Are these good for balance gains?
yeah, single-leg stance with vertical displacement is a challenging motion to perform. for the sake of improving/maintaining your balance then these could certainly be part of a program since they somewhat resemble how the body navigates down stairs. there is specificity even in balance training so if you want to work on your balance to decrease fall risk later in life then there's a lot that goes into it. for example, you'll want to mimic situations where other people/forces are working on you (someone bumping into you accidently, holding/carrying something challenging), situations where you have uneven/unstable ground (walking on grass, unlevel land, ramps, heavily carpeted floors, bad sidewalks), low-light situations (humans rely heavily on visual information to maintain balance, close your eyes and you'll find all activities harder to keep balanced), situations with obstacles (stepping over and around things, narrow passages). no one has the time to do all these sort of things (or even things that come close) unless they have a hobby like gymnastics or maybe something like freerunning. just stay active and be careful in the winter.
a simple yes would have sufficed..
nice blog gay
finally a proper response, thank you
What's in it for me if I achieve maximum balance?
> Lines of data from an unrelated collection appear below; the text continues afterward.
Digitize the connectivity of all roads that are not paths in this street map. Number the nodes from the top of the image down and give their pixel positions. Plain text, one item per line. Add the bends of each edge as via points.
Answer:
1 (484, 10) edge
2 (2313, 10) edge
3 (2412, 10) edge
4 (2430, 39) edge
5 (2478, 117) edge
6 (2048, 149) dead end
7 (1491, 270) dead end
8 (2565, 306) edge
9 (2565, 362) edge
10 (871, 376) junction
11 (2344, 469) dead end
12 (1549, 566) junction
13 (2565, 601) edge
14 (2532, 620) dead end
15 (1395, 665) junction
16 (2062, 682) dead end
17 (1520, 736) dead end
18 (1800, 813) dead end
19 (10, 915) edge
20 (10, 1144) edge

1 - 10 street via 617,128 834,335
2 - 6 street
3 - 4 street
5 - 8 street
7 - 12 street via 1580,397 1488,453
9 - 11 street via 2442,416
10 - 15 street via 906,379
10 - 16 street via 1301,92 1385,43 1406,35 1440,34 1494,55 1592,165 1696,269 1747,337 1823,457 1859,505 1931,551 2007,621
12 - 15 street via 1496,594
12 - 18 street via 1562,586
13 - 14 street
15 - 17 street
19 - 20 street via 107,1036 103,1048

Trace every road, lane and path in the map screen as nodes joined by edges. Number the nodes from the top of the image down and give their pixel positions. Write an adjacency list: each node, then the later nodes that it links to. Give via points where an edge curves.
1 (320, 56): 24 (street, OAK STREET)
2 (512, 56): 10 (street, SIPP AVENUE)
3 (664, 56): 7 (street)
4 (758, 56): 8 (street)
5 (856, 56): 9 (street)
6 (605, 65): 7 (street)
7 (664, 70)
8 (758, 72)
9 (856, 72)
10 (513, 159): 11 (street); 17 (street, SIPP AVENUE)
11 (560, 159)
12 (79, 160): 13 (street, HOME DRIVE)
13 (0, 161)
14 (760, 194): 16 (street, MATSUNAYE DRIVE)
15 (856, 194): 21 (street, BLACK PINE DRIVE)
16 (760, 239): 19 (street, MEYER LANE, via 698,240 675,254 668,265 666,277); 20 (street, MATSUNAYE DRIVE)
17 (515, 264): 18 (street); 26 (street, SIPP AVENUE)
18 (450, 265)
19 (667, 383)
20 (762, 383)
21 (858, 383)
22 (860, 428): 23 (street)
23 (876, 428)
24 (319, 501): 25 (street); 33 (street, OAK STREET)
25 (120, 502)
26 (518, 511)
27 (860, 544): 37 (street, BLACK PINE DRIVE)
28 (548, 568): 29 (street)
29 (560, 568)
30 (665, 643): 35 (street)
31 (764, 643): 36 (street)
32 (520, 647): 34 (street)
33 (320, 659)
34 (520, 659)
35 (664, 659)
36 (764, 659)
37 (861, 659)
If you keep maximum balance, you're way less likely to have a damaging fall when you're old.
Old people are so weak, it's pathetic
imagine to think they were once like you
cruel to have such a life and have them slowly taken away from you
>feels when my dad contiually says "never get old"
age is terrifying
to think one day my body will be so withered and atrophied that a simply fall might kill me is unbelievable.
How exactly does a fall kill an old fart? Direct trauma to the head/brain? Internal bleeding afterwards?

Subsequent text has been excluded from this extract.